Addressing the opening hearing in a rarely-used Vatican courtroom, journalist Emiliano Fittipaldi said he was “incredulous” at finding himself in the city state's court on charges that do not exist in Italy.
“I did not write anything false or defamatory,” he told the court, arguing that his right to publish news based on material obtained from secret sources was protected by the Italian constitution and international human rights conventions.
Fellow journalist Gianluigi Nuzzi described the trial, in which all five defendants face up to eight years in prison, as “Kafkaesque and absurd.”
Nuzzi, who was instrumental in breaking the first big Vatican leaks story in 2012, said that he had only met his court-appointed lawyer for the first time one hour before the trial began and had not had time to even read the indictment documents.
Fittipaldi said the charges against him were framed so vaguely it was impossible to know what he was actually supposed to have done.
Replying for the prosecution, Roberto Zannotti said the case was “not one about the freedom of the press” but rather about the way the journalists put pressure on the three other defendants to feed them classified material.
“The charges clearly describe conduct involving the use of pressure to obtain documents and information illicitly,” the prosecutor said.
The judges threw out Fittipaldi's objection after a 45-minute adjournment.
The case was then adjourned until Monday, when Spanish priest Lucio Angel Vallejo Balda, currently being held in a Vatican cell, will take the stand.
The priest arrived at court in a police car, meeting his lawyer for the first time at the entrance.
By then, Nicola Maio, Vallejo Balda's assistant, was already inside the courtroom, pacing up and down nervously.
Their co-accused, PR expert Francesca Chaouqui, meanwhile was poring over a document which appeared to contain transcripts of WhatsApp conversations between Fittipaldi and Vallejo Balda.
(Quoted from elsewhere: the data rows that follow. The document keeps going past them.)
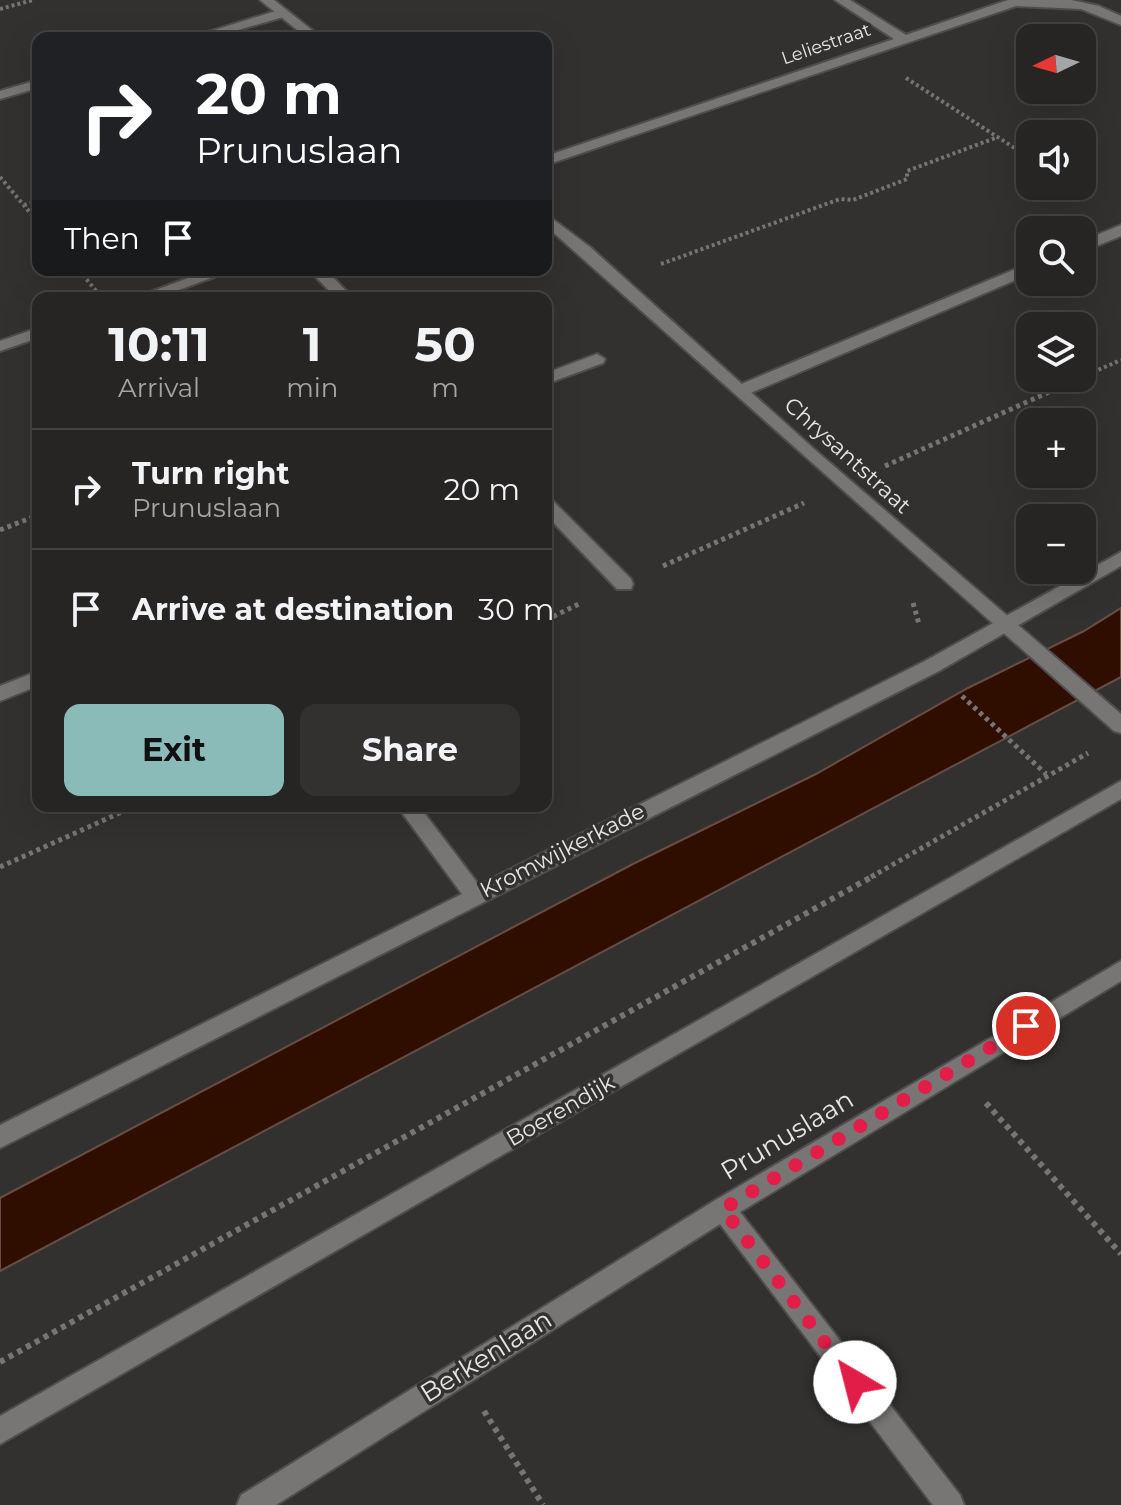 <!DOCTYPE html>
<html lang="en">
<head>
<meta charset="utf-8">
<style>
  body { margin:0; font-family:Montserrat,sans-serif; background:#323130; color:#f1f3f6; height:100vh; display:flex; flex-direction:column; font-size:30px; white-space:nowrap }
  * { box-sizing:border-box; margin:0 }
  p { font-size:26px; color:#a4a5a6 }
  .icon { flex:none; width:44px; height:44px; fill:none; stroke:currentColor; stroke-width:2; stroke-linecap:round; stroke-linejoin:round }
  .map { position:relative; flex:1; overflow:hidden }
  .details { position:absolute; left:32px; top:292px; width:520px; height:520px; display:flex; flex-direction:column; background:#262523; border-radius:16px; box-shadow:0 8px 32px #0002,0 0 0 2px #424241 }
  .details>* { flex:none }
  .banner { position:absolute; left:32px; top:32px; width:520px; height:244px; border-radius:16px; box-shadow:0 8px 32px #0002,0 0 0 2px #424241; background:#202124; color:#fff; overflow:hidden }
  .needle { width:52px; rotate:265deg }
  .buttons { position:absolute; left:1016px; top:24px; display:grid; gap:16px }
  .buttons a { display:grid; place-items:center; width:80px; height:80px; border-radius:16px; background:#262523; box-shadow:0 8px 32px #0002,0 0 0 2px #424241; font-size:40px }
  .pin { position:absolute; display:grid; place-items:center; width:68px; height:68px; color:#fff; margin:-34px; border:4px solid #fff; border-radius:50%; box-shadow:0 2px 8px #0007 }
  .me { position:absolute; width:88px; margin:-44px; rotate:323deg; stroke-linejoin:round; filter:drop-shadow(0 0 6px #0008) }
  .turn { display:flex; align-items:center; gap:28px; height:168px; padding:0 32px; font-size:36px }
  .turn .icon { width:104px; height:104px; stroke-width:2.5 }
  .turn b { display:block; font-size:56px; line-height:68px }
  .then { display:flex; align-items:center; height:76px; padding:0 32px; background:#0003; gap:16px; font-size:30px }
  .eta { display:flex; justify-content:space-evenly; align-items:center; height:136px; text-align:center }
  .eta b { font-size:48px; font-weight:700; line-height:56px }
  .cta { display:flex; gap:16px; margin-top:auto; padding:16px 32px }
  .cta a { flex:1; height:92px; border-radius:16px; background:#8bbbb9; color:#111; font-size:32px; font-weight:700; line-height:92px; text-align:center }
  .cta a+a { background:#323130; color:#f1f3f6 }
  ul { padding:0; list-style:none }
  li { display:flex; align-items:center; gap:24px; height:120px; padding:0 32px; border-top:2px solid #424241 }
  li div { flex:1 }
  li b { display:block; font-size:30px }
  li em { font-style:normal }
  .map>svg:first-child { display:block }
  .water { fill:#2f0e00; stroke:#664e44; stroke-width:2 }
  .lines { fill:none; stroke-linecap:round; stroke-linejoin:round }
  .service-casing { stroke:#504e4d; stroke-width:4 }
  .minor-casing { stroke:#504e4d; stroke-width:4 }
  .tertiary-casing { stroke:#504e4d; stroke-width:4 }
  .secondary-casing { stroke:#504e4d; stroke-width:4 }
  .path-far2 { stroke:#777573; stroke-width:4; stroke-dasharray:3 3; stroke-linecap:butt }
  .path-far1 { stroke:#777573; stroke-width:5; stroke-dasharray:4 4; stroke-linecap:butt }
  .path { stroke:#777573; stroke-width:6; stroke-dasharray:5 5; stroke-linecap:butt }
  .service { fill:#787674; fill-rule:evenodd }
  .minor { fill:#787674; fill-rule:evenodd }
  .tertiary { fill:#787674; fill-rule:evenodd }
  .secondary { fill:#787674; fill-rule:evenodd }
  .route { stroke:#e11d48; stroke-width:14; stroke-dasharray:0 25.2 }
  .labels { text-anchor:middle; stroke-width:7; stroke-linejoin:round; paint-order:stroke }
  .far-street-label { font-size:18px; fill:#e6e5e4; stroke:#33312f }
  .street-label { font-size:22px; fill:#e6e5e4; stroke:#33312f }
  .near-street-label { font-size:26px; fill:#e6e5e4; stroke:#33312f }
</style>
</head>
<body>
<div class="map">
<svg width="1121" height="1505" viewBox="0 0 1121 1505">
  <rect width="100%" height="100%" fill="#33312f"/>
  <path class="water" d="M1121,608V677L0,1271V1198L633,864L816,774L968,688L1084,631Z"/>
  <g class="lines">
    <defs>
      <path id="service" d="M597,354L605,359L603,363L546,384V373Z"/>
      <path id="minor" d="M835,0H850L906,35L1008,0H1071L1099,6L1121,16V25L1081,9L1016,6L546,165V156L894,39Z
        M282,9L289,13L287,16L210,38H189Z
        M38,80V88L0,99V91Z
        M1121,225V236L1082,252V241Z
        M1030,263V274L746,395L740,396L732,391L734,387Z
        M210,270H233L157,298H134Z
        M309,270H326L353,298H336Z
        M38,328V338L0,351V341Z
        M546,498L552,500L631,579L633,584L631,589H617L546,515Z
        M1121,552V566L939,671L0,1148V1125L462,894L397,806H419L479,885L925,661Z
        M38,671V686L0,701V686Z
        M1121,961V981L740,1212L960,1495L964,1505H933L720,1224L276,1505H237L241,1495L714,1201Z"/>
      <path id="tertiary" d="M260,0H274L322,38H307Z
        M546,214L590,247L814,449L1121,714V733L1114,731L546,226Z"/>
      <path id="secondary" d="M1121,781V799L0,1444V1416Z"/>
    </defs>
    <use href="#service" class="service-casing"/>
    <use href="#minor" class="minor-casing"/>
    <use href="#tertiary" class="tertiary-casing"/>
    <use href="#secondary" class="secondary-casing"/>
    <path class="path-far2" d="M0,9L33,0
      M906,78L1030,158
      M0,177L38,222
      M1074,186L1094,198
      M24,205L38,201
      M661,264L840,199L853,200L907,179V171L998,137
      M79,270L101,297
      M1082,377L1121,360
      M1064,385L1080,378"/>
    <path class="path-far1" d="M885,466L1069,383
      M38,507L35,508L38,512
      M0,530L38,515
      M663,566L804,503
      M913,603L919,624
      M546,620L581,603
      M962,696L1046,774
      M0,867L135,806
      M871,877L1088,753"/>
    <path class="path" d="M986,1103L1121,1254
      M0,1362L875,875
      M484,1411L543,1505"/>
    <use href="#service" class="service"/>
    <use href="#minor" class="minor"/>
    <use href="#tertiary" class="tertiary"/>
    <use href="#secondary" class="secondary"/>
  </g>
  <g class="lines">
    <path class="route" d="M855,1382L723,1209L1026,1026"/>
  </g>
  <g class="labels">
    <g class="far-street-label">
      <text transform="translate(826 44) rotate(-19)" y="6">Leliestraat</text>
    </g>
    <g class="street-label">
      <text transform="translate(848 455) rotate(42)" y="8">Chrysantstraat</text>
      <text transform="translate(562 850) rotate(-27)" y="8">Kromwijkerkade</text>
      <text transform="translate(560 1110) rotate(-30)" y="8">Boerendijk</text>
    </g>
    <g class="near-street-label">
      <text transform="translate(787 1135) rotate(-31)" y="9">Prunuslaan</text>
      <text transform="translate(486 1356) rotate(-32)" y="9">Berkenlaan</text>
    </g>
  </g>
</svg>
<div class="buttons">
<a><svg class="needle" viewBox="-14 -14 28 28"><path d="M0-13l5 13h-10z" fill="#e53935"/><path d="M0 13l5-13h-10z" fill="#a4a5a6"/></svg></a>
<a><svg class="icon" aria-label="sound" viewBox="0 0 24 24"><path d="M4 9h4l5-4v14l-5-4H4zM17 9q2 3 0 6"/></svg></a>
<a><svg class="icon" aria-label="search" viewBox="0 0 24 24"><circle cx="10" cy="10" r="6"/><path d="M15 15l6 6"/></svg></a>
<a><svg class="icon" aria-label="layers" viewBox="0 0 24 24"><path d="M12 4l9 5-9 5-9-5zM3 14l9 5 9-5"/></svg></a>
<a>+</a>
<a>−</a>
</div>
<div class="pin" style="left:1026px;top:1026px;background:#d93025"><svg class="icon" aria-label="arrive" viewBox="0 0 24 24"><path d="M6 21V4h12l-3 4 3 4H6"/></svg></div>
<svg class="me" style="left:855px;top:1382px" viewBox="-20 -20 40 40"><circle r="19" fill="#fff"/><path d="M0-13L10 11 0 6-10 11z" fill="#e11d48"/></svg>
<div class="banner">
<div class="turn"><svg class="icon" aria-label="right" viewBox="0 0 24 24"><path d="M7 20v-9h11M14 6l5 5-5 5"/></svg><div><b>20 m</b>Prunuslaan</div></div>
<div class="then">Then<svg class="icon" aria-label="arrive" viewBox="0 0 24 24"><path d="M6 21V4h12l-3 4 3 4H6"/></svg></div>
</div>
<section class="details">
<div class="eta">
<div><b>10:11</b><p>Arrival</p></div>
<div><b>1</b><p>min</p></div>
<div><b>50</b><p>m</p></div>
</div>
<ul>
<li><svg class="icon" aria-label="right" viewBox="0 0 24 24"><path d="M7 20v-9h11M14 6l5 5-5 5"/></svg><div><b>Turn right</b><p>Prunuslaan</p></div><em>20 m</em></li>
<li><svg class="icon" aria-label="arrive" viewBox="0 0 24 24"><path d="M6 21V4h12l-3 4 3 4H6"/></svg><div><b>Arrive at destination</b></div><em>30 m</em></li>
</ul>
<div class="cta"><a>Exit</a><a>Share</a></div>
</section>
</div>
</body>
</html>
All five accused have been charged with obtaining and disclosing confidential papers “concerning the fundamental interests of the Vatican State”, under punitive legislation introduced in 2013 and being used for the first time.
Vallejo Balda, Chaouqui and Maio are additionally charged with organised criminal association in order to obtain the documents they allegedly leaked to the journalists.
The law was enacted a year after Pope Benedict XVI's butler leaked damaging information about Vatican in-fighting which plunged the Holy See into crisis and, it is widely believed, contributed to the pontiff's decision to retire.
Nuzzi and Fittipaldi used the material they obtained as the basis for books depicting financial irregularities and uncontrolled spending in the Holy See.
Nuzzi's book also contains a transcript of secret recordings of Pope Francis vociferously complaining about the Vatican throwing money away through poor financial management.
Both books suggest Church money raised through donations intended for charitable operations was diverted to help pay for lavish renovations of senior clergy's grace-and-favour apartments.
The Vatican has not denied the veracity of the recording of Francis venting his fury, or the authenticity of the documents.
Instead, officials have framed the revelations as old news based on problems which Francis has already addressed through his reforms, a clampdown on profligacy and a clean-up of the Vatican bank.
The Italian journalists could have declined to attend the trial and forced the Vatican to initiate what would have been complex, potentially embarrassing, extradition proceedings.
But they both said they had decided to appear to expose the draconian nature of their prosecution.
“To have not come would have given the impression I was hiding from charges that I don't accept,” Fittipaldi told AFP during a break in the proceedings.
“I find them ridiculous and I wanted to come here to defend myself.”
Nuzzi added: “I've done nothing wrong. I have nothing to hide and I wanted to have the possibility of seeing what I am charged with.”